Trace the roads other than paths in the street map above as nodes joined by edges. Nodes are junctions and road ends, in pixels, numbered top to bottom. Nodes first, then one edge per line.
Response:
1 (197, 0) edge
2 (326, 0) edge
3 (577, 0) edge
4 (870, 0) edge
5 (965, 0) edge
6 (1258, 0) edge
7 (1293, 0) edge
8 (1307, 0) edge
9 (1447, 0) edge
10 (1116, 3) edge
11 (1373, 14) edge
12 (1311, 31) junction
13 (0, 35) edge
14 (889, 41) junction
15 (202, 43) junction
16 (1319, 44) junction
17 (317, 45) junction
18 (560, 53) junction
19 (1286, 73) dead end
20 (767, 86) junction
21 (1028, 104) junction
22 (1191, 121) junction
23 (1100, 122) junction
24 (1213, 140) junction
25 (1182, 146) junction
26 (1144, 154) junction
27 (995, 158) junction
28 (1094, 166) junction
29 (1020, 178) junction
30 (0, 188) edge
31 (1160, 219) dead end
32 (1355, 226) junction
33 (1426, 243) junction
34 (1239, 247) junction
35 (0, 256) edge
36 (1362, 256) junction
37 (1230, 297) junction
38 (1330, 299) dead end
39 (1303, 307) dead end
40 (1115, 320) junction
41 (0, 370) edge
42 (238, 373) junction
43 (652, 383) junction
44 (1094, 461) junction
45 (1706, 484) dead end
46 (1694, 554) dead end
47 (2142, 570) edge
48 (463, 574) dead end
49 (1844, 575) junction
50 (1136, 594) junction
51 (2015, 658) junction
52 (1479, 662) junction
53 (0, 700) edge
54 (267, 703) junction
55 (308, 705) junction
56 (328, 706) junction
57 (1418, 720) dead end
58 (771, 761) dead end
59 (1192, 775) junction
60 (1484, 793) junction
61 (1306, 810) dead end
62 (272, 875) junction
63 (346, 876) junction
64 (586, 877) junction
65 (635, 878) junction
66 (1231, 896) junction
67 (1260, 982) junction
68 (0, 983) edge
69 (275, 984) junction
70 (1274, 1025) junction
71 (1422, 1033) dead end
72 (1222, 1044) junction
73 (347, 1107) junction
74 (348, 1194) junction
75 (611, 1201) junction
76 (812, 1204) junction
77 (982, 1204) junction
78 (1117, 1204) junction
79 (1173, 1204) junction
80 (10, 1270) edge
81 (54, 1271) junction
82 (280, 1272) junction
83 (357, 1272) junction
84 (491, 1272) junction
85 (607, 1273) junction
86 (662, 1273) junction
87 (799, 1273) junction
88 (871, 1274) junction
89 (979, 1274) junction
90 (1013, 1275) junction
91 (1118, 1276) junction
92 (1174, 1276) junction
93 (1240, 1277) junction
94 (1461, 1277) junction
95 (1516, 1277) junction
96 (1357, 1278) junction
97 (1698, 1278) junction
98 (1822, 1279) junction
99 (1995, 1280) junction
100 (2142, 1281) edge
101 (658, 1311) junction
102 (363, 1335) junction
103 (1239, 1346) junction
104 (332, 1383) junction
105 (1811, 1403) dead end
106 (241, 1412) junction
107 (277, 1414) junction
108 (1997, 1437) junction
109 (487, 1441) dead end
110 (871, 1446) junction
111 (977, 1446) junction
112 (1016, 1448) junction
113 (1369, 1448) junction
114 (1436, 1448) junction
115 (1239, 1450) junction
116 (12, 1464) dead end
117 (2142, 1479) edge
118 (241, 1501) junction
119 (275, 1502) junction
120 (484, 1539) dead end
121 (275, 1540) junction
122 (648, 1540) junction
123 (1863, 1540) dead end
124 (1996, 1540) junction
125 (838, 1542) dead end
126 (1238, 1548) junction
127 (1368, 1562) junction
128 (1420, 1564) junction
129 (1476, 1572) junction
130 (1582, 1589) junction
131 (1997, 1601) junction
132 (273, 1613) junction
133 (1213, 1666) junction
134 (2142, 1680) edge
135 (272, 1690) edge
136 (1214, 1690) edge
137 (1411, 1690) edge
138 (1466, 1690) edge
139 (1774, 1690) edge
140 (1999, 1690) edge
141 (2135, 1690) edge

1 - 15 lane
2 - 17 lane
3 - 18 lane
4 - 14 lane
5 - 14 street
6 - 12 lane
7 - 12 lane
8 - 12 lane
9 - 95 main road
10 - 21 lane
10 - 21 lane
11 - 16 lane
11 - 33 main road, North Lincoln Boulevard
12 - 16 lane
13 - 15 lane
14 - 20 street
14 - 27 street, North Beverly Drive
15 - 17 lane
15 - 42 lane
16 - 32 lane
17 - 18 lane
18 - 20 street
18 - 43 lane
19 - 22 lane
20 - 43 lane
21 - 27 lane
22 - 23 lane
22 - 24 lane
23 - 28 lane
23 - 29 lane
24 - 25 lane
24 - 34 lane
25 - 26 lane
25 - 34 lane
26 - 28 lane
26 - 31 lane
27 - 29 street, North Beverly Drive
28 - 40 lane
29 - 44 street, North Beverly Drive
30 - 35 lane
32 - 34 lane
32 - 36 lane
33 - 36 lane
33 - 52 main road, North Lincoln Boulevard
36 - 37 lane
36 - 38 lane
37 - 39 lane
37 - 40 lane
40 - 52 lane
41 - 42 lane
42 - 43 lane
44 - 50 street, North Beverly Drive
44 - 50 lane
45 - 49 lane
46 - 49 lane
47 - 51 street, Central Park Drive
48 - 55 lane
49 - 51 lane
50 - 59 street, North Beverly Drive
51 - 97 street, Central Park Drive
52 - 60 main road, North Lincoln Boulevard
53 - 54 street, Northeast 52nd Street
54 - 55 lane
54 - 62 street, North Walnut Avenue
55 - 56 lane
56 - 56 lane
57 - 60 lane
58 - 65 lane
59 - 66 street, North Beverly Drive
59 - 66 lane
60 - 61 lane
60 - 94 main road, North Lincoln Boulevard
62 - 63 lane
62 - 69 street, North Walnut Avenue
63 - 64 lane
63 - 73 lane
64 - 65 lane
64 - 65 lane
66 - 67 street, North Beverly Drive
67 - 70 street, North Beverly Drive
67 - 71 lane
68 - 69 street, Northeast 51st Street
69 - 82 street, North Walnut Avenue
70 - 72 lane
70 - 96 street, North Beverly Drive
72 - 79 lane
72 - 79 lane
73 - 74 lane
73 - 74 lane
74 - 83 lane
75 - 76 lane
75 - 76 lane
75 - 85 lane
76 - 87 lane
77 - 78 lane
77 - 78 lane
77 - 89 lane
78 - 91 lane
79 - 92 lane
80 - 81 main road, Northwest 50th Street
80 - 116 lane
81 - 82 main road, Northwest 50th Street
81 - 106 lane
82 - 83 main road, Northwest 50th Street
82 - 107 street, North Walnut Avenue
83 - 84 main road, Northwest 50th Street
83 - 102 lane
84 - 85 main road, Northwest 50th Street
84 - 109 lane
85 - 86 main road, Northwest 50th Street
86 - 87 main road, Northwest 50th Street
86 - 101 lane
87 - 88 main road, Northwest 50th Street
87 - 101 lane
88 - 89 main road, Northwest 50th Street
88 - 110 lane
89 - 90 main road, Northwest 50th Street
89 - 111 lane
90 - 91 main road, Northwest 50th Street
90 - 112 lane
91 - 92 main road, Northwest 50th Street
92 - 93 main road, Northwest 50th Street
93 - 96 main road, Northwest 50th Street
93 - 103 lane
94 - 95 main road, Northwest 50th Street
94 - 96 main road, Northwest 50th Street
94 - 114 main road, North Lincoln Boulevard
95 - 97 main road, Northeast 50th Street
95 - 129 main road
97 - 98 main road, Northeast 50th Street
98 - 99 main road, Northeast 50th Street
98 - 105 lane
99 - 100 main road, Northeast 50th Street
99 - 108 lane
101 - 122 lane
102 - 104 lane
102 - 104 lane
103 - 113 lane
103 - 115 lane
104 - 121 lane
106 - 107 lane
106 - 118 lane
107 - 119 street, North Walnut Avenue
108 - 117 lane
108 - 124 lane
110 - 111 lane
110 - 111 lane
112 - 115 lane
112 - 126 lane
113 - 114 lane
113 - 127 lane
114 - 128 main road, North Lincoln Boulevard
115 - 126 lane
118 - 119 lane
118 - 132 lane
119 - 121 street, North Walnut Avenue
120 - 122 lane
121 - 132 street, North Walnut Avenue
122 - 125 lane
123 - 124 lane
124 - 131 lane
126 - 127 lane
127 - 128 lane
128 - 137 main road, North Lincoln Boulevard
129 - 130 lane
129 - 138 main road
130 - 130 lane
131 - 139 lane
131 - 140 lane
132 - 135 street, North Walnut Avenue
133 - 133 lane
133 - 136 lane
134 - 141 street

■ What needs to be done
Pull out each line of the entries that contains "Boulevard".

■ Answer to this exercise
11 - 33 main road, North Lincoln Boulevard
33 - 52 main road, North Lincoln Boulevard
52 - 60 main road, North Lincoln Boulevard
60 - 94 main road, North Lincoln Boulevard
94 - 114 main road, North Lincoln Boulevard
114 - 128 main road, North Lincoln Boulevard
128 - 137 main road, North Lincoln Boulevard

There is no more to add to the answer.